**TASK GOAL:**
The lines wanted are those in the data below that include "Lusíada".

◆ ◆ ◆

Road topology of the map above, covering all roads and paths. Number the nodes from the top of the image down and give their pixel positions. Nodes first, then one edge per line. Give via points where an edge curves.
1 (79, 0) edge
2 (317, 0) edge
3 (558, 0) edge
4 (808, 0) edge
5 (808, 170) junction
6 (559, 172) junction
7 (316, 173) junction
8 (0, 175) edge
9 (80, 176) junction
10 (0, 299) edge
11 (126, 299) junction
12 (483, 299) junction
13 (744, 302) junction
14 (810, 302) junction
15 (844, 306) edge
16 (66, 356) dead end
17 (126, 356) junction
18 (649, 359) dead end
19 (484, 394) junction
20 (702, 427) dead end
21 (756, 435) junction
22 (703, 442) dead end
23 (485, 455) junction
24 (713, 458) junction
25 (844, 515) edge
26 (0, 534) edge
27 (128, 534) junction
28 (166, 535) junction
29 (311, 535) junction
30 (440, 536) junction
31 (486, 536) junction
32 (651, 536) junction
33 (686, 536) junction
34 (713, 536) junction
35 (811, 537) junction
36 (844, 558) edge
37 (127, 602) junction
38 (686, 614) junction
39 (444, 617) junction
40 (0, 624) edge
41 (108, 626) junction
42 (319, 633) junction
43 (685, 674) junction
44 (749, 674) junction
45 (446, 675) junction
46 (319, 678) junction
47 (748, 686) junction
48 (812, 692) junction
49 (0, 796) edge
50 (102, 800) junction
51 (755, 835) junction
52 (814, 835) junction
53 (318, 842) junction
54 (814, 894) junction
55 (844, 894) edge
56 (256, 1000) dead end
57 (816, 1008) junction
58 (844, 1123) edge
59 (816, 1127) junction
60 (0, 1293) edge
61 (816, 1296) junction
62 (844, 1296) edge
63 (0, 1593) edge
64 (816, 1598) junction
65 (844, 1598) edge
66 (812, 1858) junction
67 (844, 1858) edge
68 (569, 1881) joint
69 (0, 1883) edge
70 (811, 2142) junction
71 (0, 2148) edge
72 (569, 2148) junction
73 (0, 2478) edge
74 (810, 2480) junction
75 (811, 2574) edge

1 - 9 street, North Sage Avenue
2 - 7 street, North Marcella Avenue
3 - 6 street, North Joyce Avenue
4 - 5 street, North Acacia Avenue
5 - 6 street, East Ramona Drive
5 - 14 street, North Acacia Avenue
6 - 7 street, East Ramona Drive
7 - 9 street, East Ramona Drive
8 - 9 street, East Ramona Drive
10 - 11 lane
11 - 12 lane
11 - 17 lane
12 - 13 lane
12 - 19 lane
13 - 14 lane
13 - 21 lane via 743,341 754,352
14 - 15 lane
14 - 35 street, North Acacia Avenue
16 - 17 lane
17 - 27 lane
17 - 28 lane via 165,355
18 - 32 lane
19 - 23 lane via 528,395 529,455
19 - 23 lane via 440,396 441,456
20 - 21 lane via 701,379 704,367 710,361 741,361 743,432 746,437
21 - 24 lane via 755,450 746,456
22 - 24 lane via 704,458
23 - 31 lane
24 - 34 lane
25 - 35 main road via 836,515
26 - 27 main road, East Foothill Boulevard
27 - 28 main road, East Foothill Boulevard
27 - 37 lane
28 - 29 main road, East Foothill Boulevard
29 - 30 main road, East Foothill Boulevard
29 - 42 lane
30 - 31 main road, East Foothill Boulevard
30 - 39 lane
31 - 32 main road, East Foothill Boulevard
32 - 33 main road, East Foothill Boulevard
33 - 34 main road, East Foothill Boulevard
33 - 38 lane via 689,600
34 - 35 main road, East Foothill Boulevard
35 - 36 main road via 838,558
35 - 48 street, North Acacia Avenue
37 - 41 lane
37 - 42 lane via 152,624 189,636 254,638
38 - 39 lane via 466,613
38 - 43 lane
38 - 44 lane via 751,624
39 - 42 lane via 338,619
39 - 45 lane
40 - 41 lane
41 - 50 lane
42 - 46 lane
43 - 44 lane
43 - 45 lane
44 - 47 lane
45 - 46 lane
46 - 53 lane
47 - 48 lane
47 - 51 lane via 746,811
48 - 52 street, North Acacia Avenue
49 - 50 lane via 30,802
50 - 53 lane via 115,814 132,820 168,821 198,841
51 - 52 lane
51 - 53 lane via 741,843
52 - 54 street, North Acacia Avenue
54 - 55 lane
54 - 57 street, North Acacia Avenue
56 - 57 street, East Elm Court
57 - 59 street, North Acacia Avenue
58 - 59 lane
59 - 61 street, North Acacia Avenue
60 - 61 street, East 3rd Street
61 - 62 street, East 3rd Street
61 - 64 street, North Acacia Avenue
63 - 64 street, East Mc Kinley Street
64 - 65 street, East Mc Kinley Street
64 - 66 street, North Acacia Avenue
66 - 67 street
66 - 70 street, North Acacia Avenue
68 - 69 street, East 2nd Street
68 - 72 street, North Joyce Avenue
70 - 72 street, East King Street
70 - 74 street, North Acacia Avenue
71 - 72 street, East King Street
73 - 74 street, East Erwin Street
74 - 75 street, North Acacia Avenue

◆ ◆ ◆

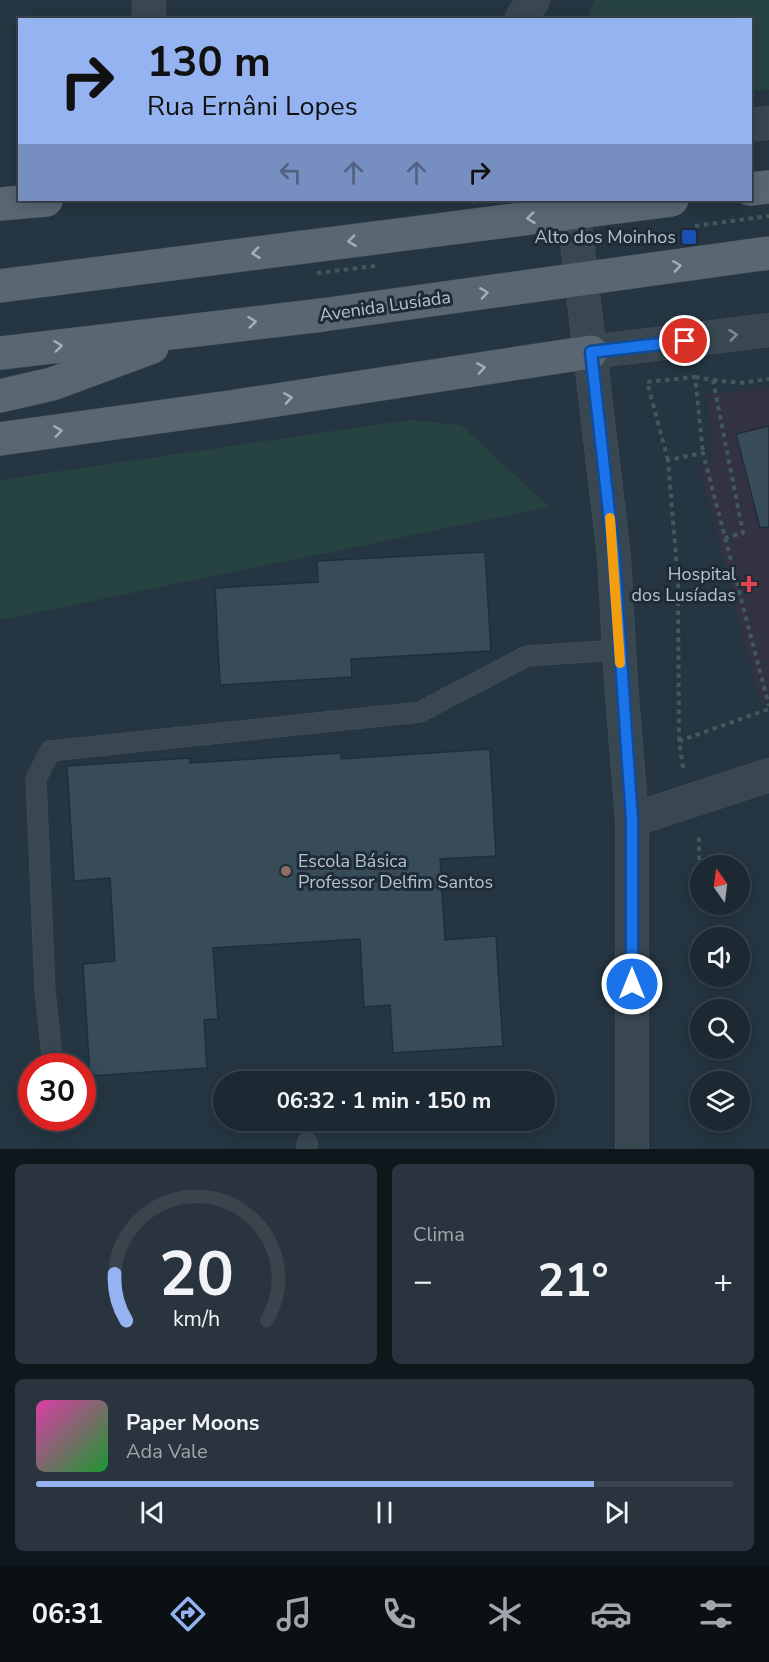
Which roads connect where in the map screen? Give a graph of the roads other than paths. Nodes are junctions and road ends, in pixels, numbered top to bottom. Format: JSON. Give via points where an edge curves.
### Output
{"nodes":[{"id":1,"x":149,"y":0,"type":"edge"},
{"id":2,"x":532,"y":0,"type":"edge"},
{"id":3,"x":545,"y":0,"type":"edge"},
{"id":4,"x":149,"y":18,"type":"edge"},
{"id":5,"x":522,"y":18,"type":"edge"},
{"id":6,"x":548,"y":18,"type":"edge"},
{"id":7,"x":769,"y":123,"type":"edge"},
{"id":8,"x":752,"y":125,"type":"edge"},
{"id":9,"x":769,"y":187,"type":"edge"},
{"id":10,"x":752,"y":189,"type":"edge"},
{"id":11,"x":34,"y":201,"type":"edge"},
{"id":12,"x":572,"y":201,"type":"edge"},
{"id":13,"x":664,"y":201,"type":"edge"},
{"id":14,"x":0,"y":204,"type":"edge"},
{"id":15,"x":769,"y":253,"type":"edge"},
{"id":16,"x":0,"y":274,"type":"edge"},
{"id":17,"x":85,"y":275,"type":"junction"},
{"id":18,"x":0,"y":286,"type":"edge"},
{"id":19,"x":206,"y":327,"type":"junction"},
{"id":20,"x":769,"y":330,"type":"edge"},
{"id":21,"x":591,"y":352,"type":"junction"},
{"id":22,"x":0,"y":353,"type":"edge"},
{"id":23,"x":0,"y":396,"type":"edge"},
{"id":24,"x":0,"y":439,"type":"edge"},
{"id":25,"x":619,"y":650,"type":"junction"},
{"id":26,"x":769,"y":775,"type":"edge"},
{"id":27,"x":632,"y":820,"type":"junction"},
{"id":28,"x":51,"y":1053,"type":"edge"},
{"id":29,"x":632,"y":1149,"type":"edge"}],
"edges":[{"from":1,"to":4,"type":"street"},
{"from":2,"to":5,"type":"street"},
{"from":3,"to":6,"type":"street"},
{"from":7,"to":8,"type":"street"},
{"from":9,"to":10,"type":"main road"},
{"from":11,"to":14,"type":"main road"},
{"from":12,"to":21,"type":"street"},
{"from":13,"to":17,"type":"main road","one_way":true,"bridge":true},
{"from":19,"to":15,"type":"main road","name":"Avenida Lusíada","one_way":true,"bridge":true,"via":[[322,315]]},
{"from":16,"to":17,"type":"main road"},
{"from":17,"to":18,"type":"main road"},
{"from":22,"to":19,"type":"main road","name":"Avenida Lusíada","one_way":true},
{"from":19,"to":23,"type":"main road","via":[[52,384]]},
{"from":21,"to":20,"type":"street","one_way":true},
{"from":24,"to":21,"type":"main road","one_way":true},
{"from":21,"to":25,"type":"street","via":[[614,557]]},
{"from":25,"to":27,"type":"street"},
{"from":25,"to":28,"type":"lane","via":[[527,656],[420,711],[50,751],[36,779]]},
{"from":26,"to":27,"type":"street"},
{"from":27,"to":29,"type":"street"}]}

◆ ◆ ◆

**SOLUTION TO THE PROBLEM:**
{"from":19,"to":15,"type":"main road","name":"Avenida Lusíada","one_way":true,"bridge":true,"via":[[322,315]]},
{"from":22,"to":19,"type":"main road","name":"Avenida Lusíada","one_way":true},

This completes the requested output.